Example 3 differs as regards the deliverable that is obtained, and also as regards the features of a bonding process. A relevant explanation follows with reference to FIG. 17 and FIG. 18. FIG. 17 is a schematic diagram of an image forming apparatus of Example 3. In Example 3 a corner-bound booklet can be produced in a post-processing step. The sheet P discharged from the image forming apparatus 1 passes along a path denoted a dotted arrow R4. Specifically, after having been transported to the post-processing device 66, the sheet P is transported towards a paper discharge tray 68 by transport rollers 67. A secondary fixing unit 69 is provided above the paper ejection tray, to bond a corner of the discharged sheets P.
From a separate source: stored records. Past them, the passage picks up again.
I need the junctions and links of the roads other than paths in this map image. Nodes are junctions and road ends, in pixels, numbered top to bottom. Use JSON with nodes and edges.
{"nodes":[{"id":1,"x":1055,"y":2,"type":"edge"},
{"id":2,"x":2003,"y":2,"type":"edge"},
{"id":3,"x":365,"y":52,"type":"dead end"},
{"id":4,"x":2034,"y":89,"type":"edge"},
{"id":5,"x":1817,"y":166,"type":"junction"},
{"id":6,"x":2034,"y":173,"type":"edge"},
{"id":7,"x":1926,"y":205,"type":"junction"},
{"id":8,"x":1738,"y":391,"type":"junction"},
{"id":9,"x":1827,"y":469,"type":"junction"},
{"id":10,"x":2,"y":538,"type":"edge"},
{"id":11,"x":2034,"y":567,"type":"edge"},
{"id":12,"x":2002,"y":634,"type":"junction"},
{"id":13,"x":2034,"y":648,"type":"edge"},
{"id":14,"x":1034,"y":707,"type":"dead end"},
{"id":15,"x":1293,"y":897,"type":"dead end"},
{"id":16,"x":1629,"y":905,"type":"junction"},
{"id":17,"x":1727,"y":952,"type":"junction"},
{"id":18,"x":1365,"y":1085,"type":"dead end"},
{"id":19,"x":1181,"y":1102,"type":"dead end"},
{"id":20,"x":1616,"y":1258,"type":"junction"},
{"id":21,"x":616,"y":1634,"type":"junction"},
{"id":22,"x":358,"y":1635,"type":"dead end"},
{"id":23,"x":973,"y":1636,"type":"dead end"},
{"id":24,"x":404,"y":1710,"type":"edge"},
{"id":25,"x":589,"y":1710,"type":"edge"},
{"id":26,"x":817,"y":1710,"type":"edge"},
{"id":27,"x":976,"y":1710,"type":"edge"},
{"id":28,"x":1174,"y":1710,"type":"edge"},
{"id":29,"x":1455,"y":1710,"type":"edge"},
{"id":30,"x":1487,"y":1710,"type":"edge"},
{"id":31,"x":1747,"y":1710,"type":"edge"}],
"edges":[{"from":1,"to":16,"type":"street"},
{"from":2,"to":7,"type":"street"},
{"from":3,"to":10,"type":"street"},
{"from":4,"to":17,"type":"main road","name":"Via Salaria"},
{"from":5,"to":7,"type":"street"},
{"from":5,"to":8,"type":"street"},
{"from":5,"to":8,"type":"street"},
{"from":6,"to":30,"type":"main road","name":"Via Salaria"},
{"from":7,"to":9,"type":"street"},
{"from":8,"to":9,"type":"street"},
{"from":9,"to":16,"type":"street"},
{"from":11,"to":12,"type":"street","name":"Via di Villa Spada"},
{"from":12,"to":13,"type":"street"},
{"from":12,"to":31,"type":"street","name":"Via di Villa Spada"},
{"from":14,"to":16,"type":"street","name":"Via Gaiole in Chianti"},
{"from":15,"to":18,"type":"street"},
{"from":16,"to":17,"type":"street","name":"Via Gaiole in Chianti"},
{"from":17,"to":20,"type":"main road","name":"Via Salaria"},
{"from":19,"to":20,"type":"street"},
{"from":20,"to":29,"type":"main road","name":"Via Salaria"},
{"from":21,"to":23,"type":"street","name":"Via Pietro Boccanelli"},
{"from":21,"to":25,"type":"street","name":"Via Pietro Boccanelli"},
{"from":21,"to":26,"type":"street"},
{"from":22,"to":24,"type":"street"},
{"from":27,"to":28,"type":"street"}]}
FIG. 18 is a schematic diagram of a corner-bound booklet-shaped deliverable obtained on the basis of the configuration of Example 3. To produce a corner-bound booklet, a powder is printed on a powder adhesive Tn print region 70. A corner-bound booklet deliverable can thereupon be obtained through bonding of the powder adhesive Tn print region 70 in the secondary fixing unit 69.

In the comparative experiment conducted in Example 3 the fixing state in the secondary fixing unit 69 was as good as in Example 1, and accordingly the results remained unchanged. By adopting the configuration of Example 3, it becomes therefore possible to provide an image forming apparatus capable of producing good corner-bound booklets.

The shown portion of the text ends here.